▶ Task objective: Write out the records below once more, exactly as they stand.

+++ Data for analysis +++

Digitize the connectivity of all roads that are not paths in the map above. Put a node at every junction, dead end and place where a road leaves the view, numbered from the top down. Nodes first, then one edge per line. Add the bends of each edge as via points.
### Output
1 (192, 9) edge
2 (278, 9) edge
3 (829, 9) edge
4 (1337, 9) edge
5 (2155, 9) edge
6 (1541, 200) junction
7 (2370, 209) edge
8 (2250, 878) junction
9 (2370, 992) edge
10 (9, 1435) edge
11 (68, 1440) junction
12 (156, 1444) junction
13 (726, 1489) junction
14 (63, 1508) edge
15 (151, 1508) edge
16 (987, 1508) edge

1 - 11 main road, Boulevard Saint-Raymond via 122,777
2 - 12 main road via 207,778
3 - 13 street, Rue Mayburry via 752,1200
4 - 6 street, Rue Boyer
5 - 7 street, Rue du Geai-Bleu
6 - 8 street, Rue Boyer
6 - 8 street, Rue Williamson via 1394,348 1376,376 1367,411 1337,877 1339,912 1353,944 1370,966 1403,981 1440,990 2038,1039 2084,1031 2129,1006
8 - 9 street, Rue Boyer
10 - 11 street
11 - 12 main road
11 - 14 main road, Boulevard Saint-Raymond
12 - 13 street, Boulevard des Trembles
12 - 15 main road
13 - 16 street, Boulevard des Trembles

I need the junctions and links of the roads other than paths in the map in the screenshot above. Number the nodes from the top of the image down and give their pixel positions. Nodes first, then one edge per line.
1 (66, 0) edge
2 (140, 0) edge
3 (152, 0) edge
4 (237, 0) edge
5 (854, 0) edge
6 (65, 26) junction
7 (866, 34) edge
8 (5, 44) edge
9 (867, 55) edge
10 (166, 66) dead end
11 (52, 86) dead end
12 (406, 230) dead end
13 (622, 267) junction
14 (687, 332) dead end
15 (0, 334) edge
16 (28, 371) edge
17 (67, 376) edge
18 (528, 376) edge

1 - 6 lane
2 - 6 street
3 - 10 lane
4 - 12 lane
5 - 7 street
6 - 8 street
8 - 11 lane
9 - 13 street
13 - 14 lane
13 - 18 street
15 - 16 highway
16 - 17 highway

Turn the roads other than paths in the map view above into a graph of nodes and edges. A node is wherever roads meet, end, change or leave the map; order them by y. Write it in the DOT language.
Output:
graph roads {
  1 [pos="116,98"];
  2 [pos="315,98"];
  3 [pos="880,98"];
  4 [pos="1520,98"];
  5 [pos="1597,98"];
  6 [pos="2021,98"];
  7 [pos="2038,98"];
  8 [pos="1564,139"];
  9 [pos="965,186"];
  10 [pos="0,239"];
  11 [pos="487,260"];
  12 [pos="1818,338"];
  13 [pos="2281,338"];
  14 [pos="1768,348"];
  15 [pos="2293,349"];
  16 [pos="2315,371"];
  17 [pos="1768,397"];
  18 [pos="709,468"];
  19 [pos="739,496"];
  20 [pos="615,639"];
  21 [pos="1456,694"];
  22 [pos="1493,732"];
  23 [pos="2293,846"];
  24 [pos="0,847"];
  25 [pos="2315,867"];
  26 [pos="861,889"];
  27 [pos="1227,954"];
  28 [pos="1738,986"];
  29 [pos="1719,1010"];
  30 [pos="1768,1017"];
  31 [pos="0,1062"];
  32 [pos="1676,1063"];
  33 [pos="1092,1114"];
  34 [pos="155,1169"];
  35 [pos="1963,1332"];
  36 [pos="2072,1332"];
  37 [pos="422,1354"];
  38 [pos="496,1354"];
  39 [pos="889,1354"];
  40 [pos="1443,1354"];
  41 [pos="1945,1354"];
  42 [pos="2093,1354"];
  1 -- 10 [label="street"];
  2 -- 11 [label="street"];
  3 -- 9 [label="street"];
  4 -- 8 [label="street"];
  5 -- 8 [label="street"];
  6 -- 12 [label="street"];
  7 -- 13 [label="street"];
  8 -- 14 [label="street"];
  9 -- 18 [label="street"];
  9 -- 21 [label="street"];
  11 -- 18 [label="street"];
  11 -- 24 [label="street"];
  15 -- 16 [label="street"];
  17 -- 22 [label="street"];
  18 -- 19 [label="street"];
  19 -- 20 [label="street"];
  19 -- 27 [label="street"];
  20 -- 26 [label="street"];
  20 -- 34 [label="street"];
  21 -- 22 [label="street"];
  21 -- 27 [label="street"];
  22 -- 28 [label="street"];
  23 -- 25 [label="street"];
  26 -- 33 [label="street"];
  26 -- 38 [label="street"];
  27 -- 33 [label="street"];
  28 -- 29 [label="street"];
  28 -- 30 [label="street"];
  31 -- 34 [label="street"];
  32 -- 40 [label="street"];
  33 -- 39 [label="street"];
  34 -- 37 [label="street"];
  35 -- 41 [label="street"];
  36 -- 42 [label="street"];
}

+++

▶ Your response:
Digitize the connectivity of all roads that are not paths in the map above. Put a node at every junction, dead end and place where a road leaves the view, numbered from the top down. Nodes first, then one edge per line. Add the bends of each edge as via points.
### Output
1 (192, 9) edge
2 (278, 9) edge
3 (829, 9) edge
4 (1337, 9) edge
5 (2155, 9) edge
6 (1541, 200) junction
7 (2370, 209) edge
8 (2250, 878) junction
9 (2370, 992) edge
10 (9, 1435) edge
11 (68, 1440) junction
12 (156, 1444) junction
13 (726, 1489) junction
14 (63, 1508) edge
15 (151, 1508) edge
16 (987, 1508) edge

1 - 11 main road, Boulevard Saint-Raymond via 122,777
2 - 12 main road via 207,778
3 - 13 street, Rue Mayburry via 752,1200
4 - 6 street, Rue Boyer
5 - 7 street, Rue du Geai-Bleu
6 - 8 street, Rue Boyer
6 - 8 street, Rue Williamson via 1394,348 1376,376 1367,411 1337,877 1339,912 1353,944 1370,966 1403,981 1440,990 2038,1039 2084,1031 2129,1006
8 - 9 street, Rue Boyer
10 - 11 street
11 - 12 main road
11 - 14 main road, Boulevard Saint-Raymond
12 - 13 street, Boulevard des Trembles
12 - 15 main road
13 - 16 street, Boulevard des Trembles

I need the junctions and links of the roads other than paths in the map in the screenshot above. Number the nodes from the top of the image down and give their pixel positions. Nodes first, then one edge per line.
1 (66, 0) edge
2 (140, 0) edge
3 (152, 0) edge
4 (237, 0) edge
5 (854, 0) edge
6 (65, 26) junction
7 (866, 34) edge
8 (5, 44) edge
9 (867, 55) edge
10 (166, 66) dead end
11 (52, 86) dead end
12 (406, 230) dead end
13 (622, 267) junction
14 (687, 332) dead end
15 (0, 334) edge
16 (28, 371) edge
17 (67, 376) edge
18 (528, 376) edge

1 - 6 lane
2 - 6 street
3 - 10 lane
4 - 12 lane
5 - 7 street
6 - 8 street
8 - 11 lane
9 - 13 street
13 - 14 lane
13 - 18 street
15 - 16 highway
16 - 17 highway

Turn the roads other than paths in the map view above into a graph of nodes and edges. A node is wherever roads meet, end, change or leave the map; order them by y. Write it in the DOT language.
Output:
graph roads {
  1 [pos="116,98"];
  2 [pos="315,98"];
  3 [pos="880,98"];
  4 [pos="1520,98"];
  5 [pos="1597,98"];
  6 [pos="2021,98"];
  7 [pos="2038,98"];
  8 [pos="1564,139"];
  9 [pos="965,186"];
  10 [pos="0,239"];
  11 [pos="487,260"];
  12 [pos="1818,338"];
  13 [pos="2281,338"];
  14 [pos="1768,348"];
  15 [pos="2293,349"];
  16 [pos="2315,371"];
  17 [pos="1768,397"];
  18 [pos="709,468"];
  19 [pos="739,496"];
  20 [pos="615,639"];
  21 [pos="1456,694"];
  22 [pos="1493,732"];
  23 [pos="2293,846"];
  24 [pos="0,847"];
  25 [pos="2315,867"];
  26 [pos="861,889"];
  27 [pos="1227,954"];
  28 [pos="1738,986"];
  29 [pos="1719,1010"];
  30 [pos="1768,1017"];
  31 [pos="0,1062"];
  32 [pos="1676,1063"];
  33 [pos="1092,1114"];
  34 [pos="155,1169"];
  35 [pos="1963,1332"];
  36 [pos="2072,1332"];
  37 [pos="422,1354"];
  38 [pos="496,1354"];
  39 [pos="889,1354"];
  40 [pos="1443,1354"];
  41 [pos="1945,1354"];
  42 [pos="2093,1354"];
  1 -- 10 [label="street"];
  2 -- 11 [label="street"];
  3 -- 9 [label="street"];
  4 -- 8 [label="street"];
  5 -- 8 [label="street"];
  6 -- 12 [label="street"];
  7 -- 13 [label="street"];
  8 -- 14 [label="street"];
  9 -- 18 [label="street"];
  9 -- 21 [label="street"];
  11 -- 18 [label="street"];
  11 -- 24 [label="street"];
  15 -- 16 [label="street"];
  17 -- 22 [label="street"];
  18 -- 19 [label="street"];
  19 -- 20 [label="street"];
  19 -- 27 [label="street"];
  20 -- 26 [label="street"];
  20 -- 34 [label="street"];
  21 -- 22 [label="street"];
  21 -- 27 [label="street"];
  22 -- 28 [label="street"];
  23 -- 25 [label="street"];
  26 -- 33 [label="street"];
  26 -- 38 [label="street"];
  27 -- 33 [label="street"];
  28 -- 29 [label="street"];
  28 -- 30 [label="street"];
  31 -- 34 [label="street"];
  32 -- 40 [label="street"];
  33 -- 39 [label="street"];
  34 -- 37 [label="street"];
  35 -- 41 [label="street"];
  36 -- 42 [label="street"];
}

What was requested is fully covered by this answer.